Logsender dies - how would one monitor and restart it?

Previous Topic Next Topic
 
classic Classic list List threaded Threaded
2 messages Options
Reply | Threaded
Open this post in threaded view
|

Logsender dies - how would one monitor and restart it?

Gemstone/S mailing list
I'm trying to debug a hot standby site that is not staying up to date, on
an Ubuntu Linux system.

The logsender just dies after a few hours of running, with log output like
the following:

--- 26/01/2015 02:39:55.125 SAST ---
client 0 CMD_GET_STATUS, file 21377 limit 21377.2603
controlSocket read error,
joining on dataTransmitThread
RDbfReadLogRecords file 21377 EOF
joining on fileReadThread
exited clientCommandReadMain
--- 26/01/2015 02:40:55.127 SAST ---
NetSAccept failed
acceptClient failed
main thread exiting because acceptThread shutdown


Look at the log, the "controlSocket read error" happens occasionally
(transient network errors), and the logsender normally recovers from that.

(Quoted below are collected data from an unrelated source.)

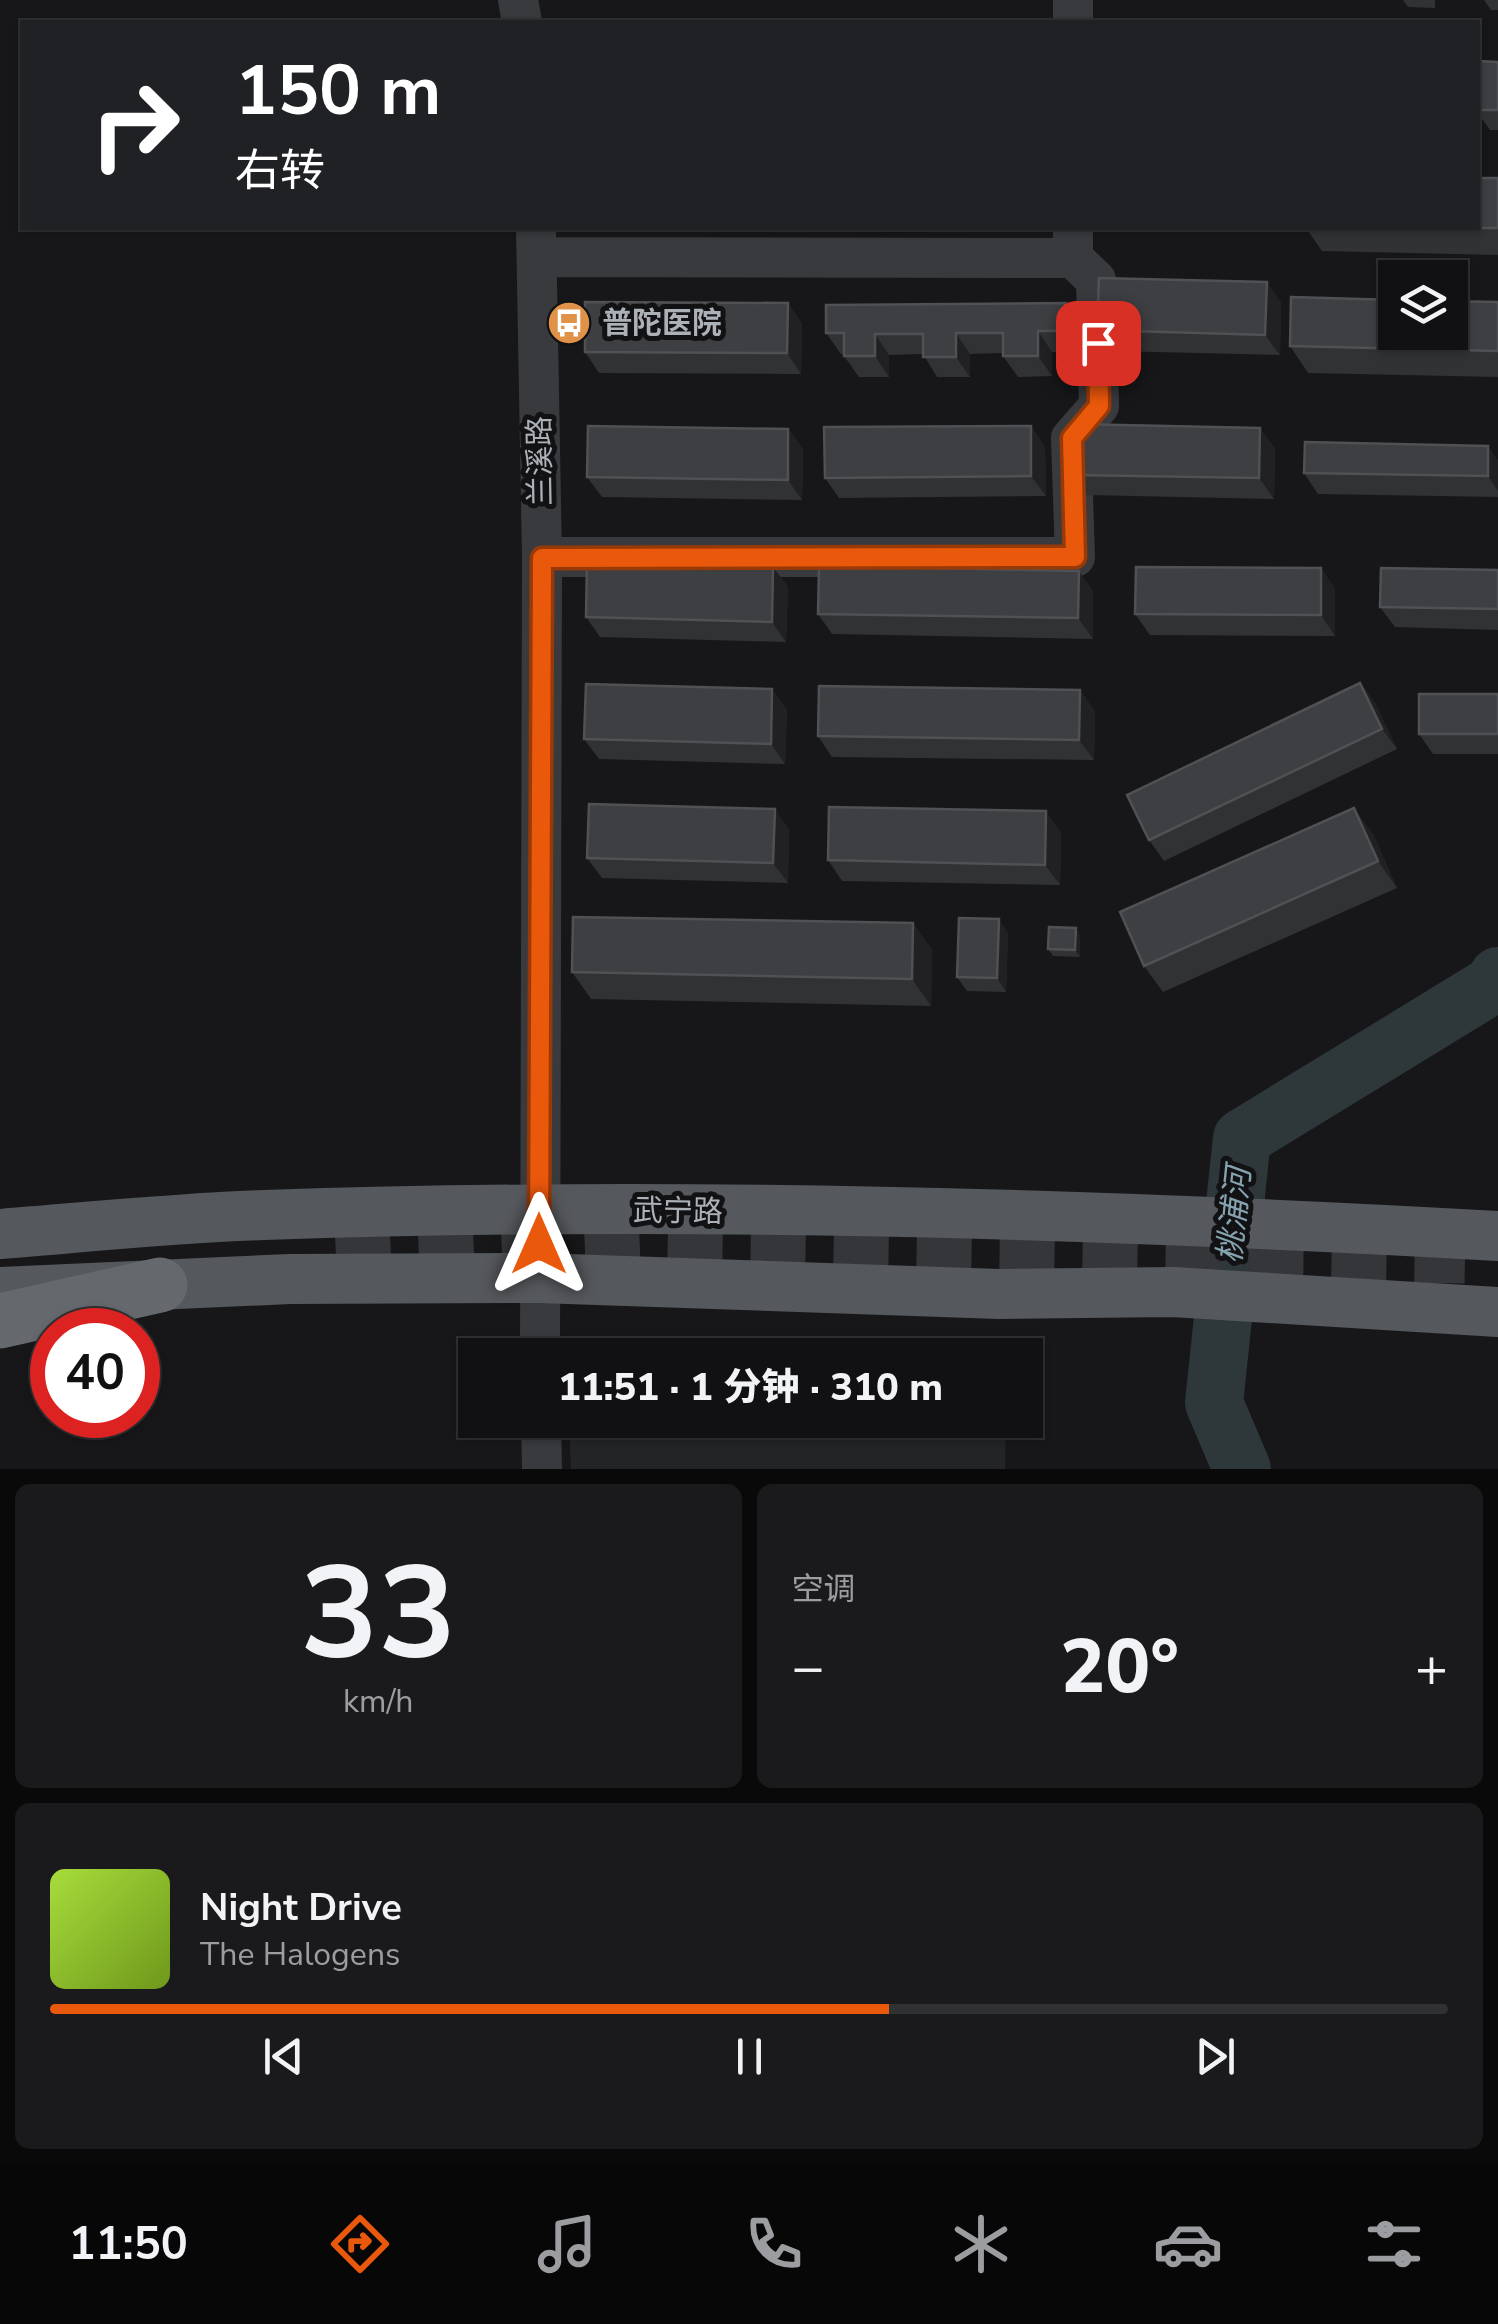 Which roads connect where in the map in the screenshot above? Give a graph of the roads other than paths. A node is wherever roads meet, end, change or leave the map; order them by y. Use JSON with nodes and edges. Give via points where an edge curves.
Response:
{"nodes":[{"id":1,"x":537,"y":242,"type":"edge"},
{"id":2,"x":1073,"y":243,"type":"edge"},
{"id":3,"x":542,"y":558,"type":"junction"},
{"id":4,"x":538,"y":1209,"type":"junction"},
{"id":5,"x":0,"y":1234,"type":"edge"},
{"id":6,"x":1498,"y":1236,"type":"edge"},
{"id":7,"x":540,"y":1278,"type":"junction"},
{"id":8,"x":160,"y":1285,"type":"junction"},
{"id":9,"x":0,"y":1292,"type":"edge"},
{"id":10,"x":1498,"y":1312,"type":"edge"},
{"id":11,"x":0,"y":1321,"type":"edge"},
{"id":12,"x":540,"y":1338,"type":"edge"},
{"id":13,"x":541,"y":1438,"type":"edge"},
{"id":14,"x":542,"y":1469,"type":"edge"}],
"edges":[{"from":1,"to":2,"type":"street"},
{"from":1,"to":3,"type":"street","name":"兰溪路"},
{"from":2,"to":3,"type":"street","via":[[1096,280],[1099,406],[1072,438],[1075,557]]},
{"from":3,"to":4,"type":"street","name":"兰溪路"},
{"from":4,"to":5,"type":"main road","name":"武宁路","via":[[260,1215]]},
{"from":4,"to":6,"type":"main road","name":"武宁路","via":[[1176,1220]]},
{"from":4,"to":7,"type":"street","name":"兰溪路"},
{"from":7,"to":8,"type":"main road"},
{"from":7,"to":10,"type":"main road","via":[[999,1294],[1172,1292]]},
{"from":7,"to":12,"type":"street","name":"兰溪路"},
{"from":8,"to":9,"type":"main road"},
{"from":8,"to":11,"type":"highway"},
{"from":13,"to":14,"type":"street"}]}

But what is different in this case "NetSAccept failed", and the logsender
does not recover from that.

The first question is why NetSAccept fails, and whether that is a bug in
the logsender, or a resource problem on the server itself.

The second question is why the whole logsender dies, and why it does not
retry and re-enter the main server loop after some delay.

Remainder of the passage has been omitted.